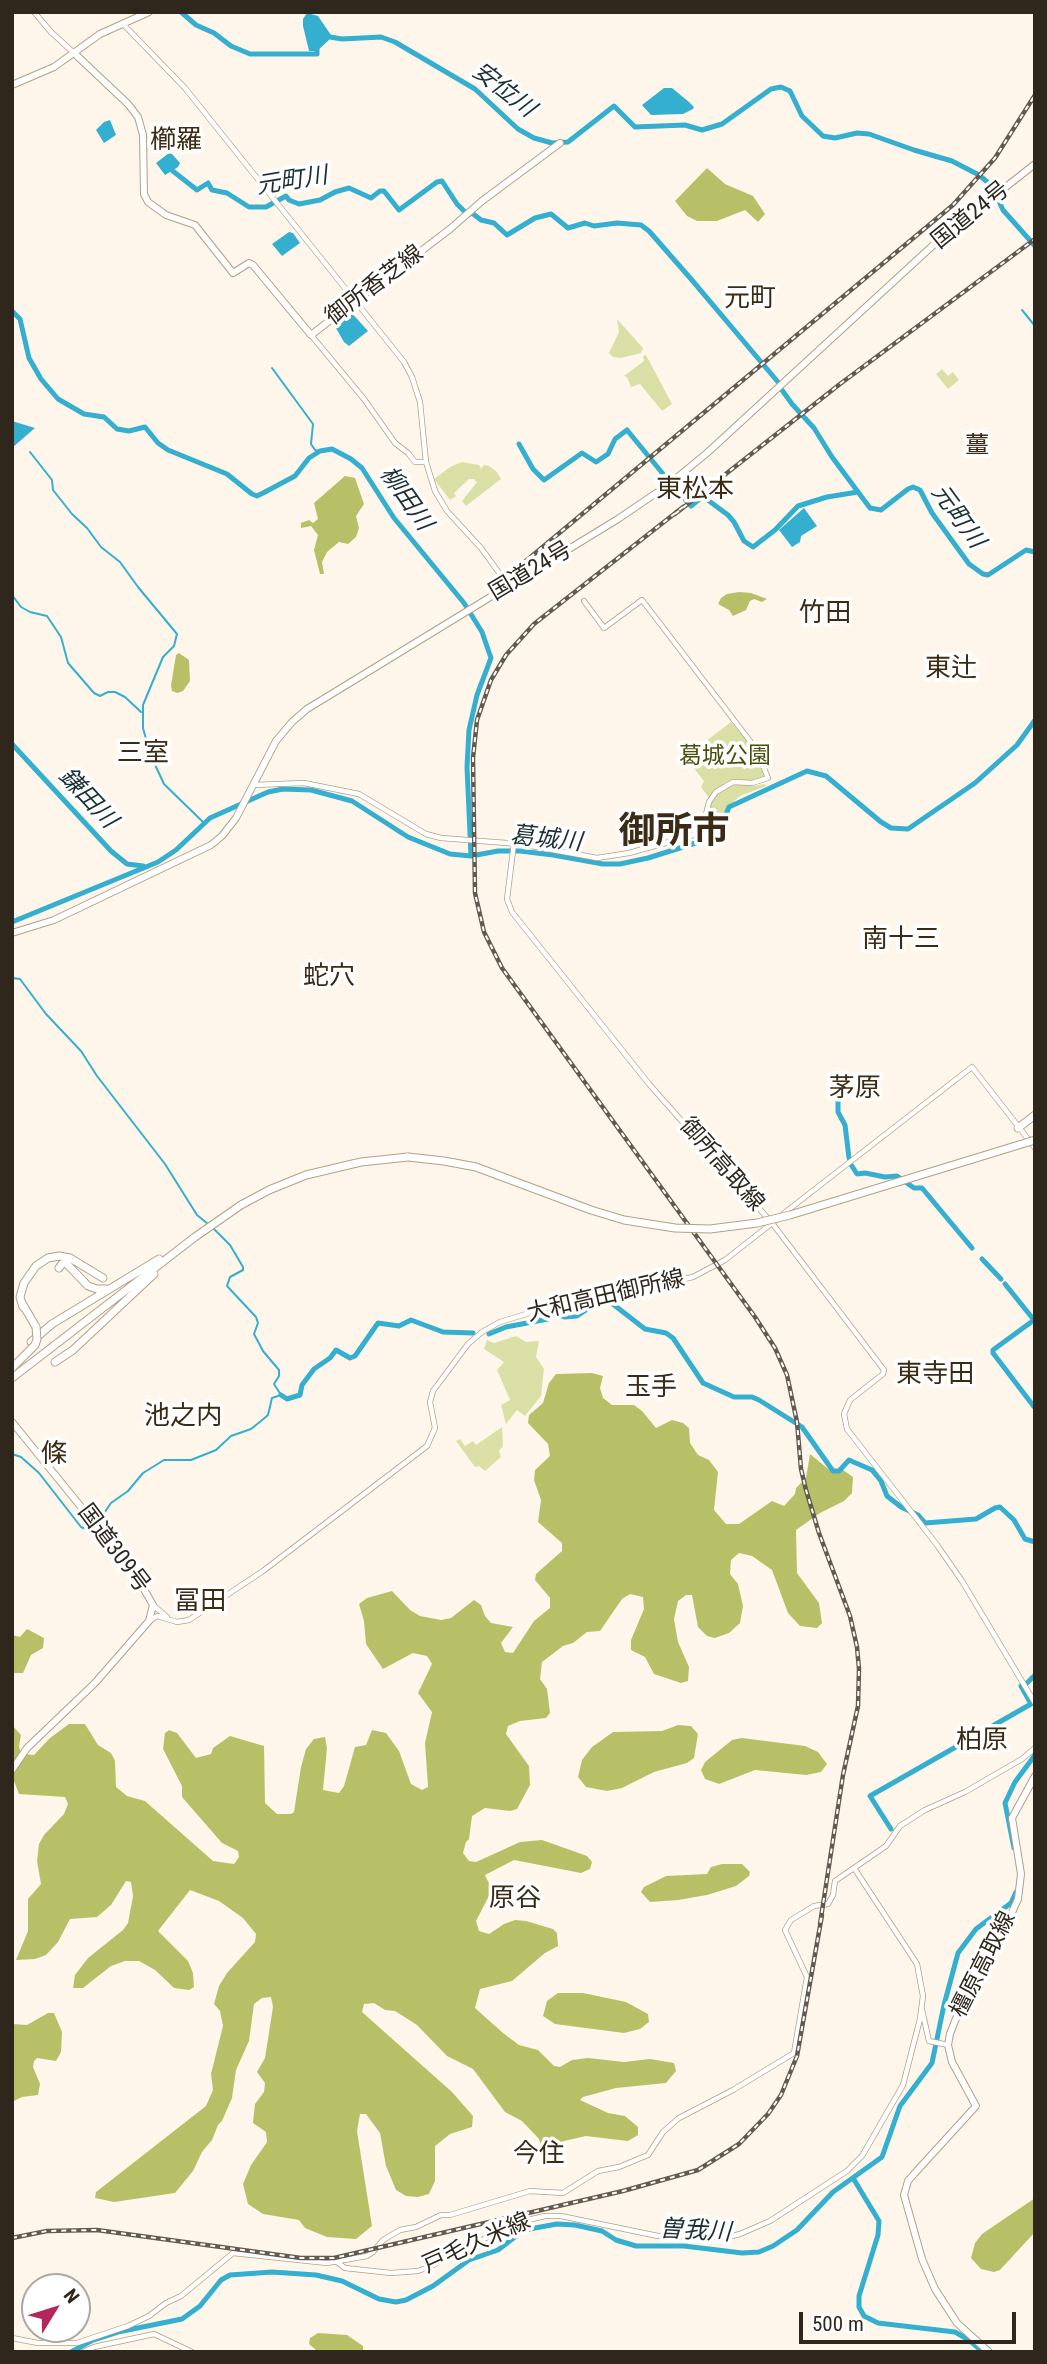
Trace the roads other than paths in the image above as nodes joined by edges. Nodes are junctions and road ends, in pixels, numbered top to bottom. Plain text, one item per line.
1 (34, 12) edge
2 (149, 12) edge
3 (122, 24) junction
4 (74, 53) junction
5 (12, 85) edge
6 (560, 143) dead end
7 (1035, 164) edge
8 (357, 301) junction
9 (311, 335) junction
10 (426, 462) junction
11 (508, 585) junction
12 (584, 601) dead end
13 (253, 785) junction
14 (514, 844) junction
15 (12, 933) edge
16 (1035, 1117) edge
17 (1019, 1129) junction
18 (1034, 1141) edge
19 (408, 1157) junction
20 (772, 1223) junction
21 (78, 1262) junction
22 (103, 1278) dead end
23 (32, 1280) dead end
24 (136, 1280) junction
25 (113, 1287) junction
26 (23, 1307) junction
27 (31, 1342) dead end
28 (55, 1362) dead end
29 (12, 1368) edge
30 (12, 1376) edge
31 (12, 1422) edge
32 (153, 1605) junction
33 (168, 1618) junction
34 (149, 1620) junction
35 (1035, 1703) edge
36 (1035, 1748) edge
37 (12, 1770) edge
38 (1035, 1776) edge
39 (854, 1868) junction
40 (922, 2009) junction
41 (946, 2045) junction
42 (337, 2261) junction
43 (12, 2338) edge
44 (83, 2352) edge
45 (192, 2352) edge
46 (989, 2352) edge

1 - 4 main road
2 - 3 main road
3 - 4 main road
3 - 8 main road
4 - 5 main road
4 - 9 main road, 御所香芝線
6 - 8 main road, 御所香芝線
7 - 11 main road, 国道24号
8 - 9 main road, 御所香芝線
8 - 10 main road
9 - 10 main road
10 - 11 main road
11 - 13 main road, 国道24号
12 - 14 main road
13 - 14 main road
13 - 15 main road, 国道24号
14 - 20 main road, 御所高取線
16 - 17 highway
17 - 18 main road, 大和高田御所線
17 - 20 main road, 大和高田御所線
18 - 19 highway, bridge
19 - 24 highway
19 - 24 highway
20 - 33 main road, 大和高田御所線
20 - 35 main road, 御所高取線
21 - 22 highway
21 - 25 highway
21 - 26 highway
23 - 26 highway
24 - 25 highway
24 - 28 highway
24 - 30 highway
25 - 27 highway
26 - 29 highway, bridge
31 - 32 main road, 国道309号
32 - 33 main road
32 - 34 main road, 国道309号
33 - 34 main road, 大和高田御所線
34 - 37 main road, 国道309号
36 - 39 main road, 戸毛久米線
38 - 41 main road, 橿原高取線
39 - 40 main road, 戸毛久米線
39 - 42 main road, 戸毛久米線
40 - 41 main road
40 - 42 main road, 戸毛久米線
41 - 46 main road, 橿原高取線
42 - 43 main road, 戸毛久米線
44 - 45 main road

◆ **What this task involves**
The answer must be an exact copy of the records, with no images in it.

◆ **Solution**
Trace the roads other than paths in the image above as nodes joined by edges. Nodes are junctions and road ends, in pixels, numbered top to bottom. Plain text, one item per line.
1 (34, 12) edge
2 (149, 12) edge
3 (122, 24) junction
4 (74, 53) junction
5 (12, 85) edge
6 (560, 143) dead end
7 (1035, 164) edge
8 (357, 301) junction
9 (311, 335) junction
10 (426, 462) junction
11 (508, 585) junction
12 (584, 601) dead end
13 (253, 785) junction
14 (514, 844) junction
15 (12, 933) edge
16 (1035, 1117) edge
17 (1019, 1129) junction
18 (1034, 1141) edge
19 (408, 1157) junction
20 (772, 1223) junction
21 (78, 1262) junction
22 (103, 1278) dead end
23 (32, 1280) dead end
24 (136, 1280) junction
25 (113, 1287) junction
26 (23, 1307) junction
27 (31, 1342) dead end
28 (55, 1362) dead end
29 (12, 1368) edge
30 (12, 1376) edge
31 (12, 1422) edge
32 (153, 1605) junction
33 (168, 1618) junction
34 (149, 1620) junction
35 (1035, 1703) edge
36 (1035, 1748) edge
37 (12, 1770) edge
38 (1035, 1776) edge
39 (854, 1868) junction
40 (922, 2009) junction
41 (946, 2045) junction
42 (337, 2261) junction
43 (12, 2338) edge
44 (83, 2352) edge
45 (192, 2352) edge
46 (989, 2352) edge

1 - 4 main road
2 - 3 main road
3 - 4 main road
3 - 8 main road
4 - 5 main road
4 - 9 main road, 御所香芝線
6 - 8 main road, 御所香芝線
7 - 11 main road, 国道24号
8 - 9 main road, 御所香芝線
8 - 10 main road
9 - 10 main road
10 - 11 main road
11 - 13 main road, 国道24号
12 - 14 main road
13 - 14 main road
13 - 15 main road, 国道24号
14 - 20 main road, 御所高取線
16 - 17 highway
17 - 18 main road, 大和高田御所線
17 - 20 main road, 大和高田御所線
18 - 19 highway, bridge
19 - 24 highway
19 - 24 highway
20 - 33 main road, 大和高田御所線
20 - 35 main road, 御所高取線
21 - 22 highway
21 - 25 highway
21 - 26 highway
23 - 26 highway
24 - 25 highway
24 - 28 highway
24 - 30 highway
25 - 27 highway
26 - 29 highway, bridge
31 - 32 main road, 国道309号
32 - 33 main road
32 - 34 main road, 国道309号
33 - 34 main road, 大和高田御所線
34 - 37 main road, 国道309号
36 - 39 main road, 戸毛久米線
38 - 41 main road, 橿原高取線
39 - 40 main road, 戸毛久米線
39 - 42 main road, 戸毛久米線
40 - 41 main road
40 - 42 main road, 戸毛久米線
41 - 46 main road, 橿原高取線
42 - 43 main road, 戸毛久米線
44 - 45 main road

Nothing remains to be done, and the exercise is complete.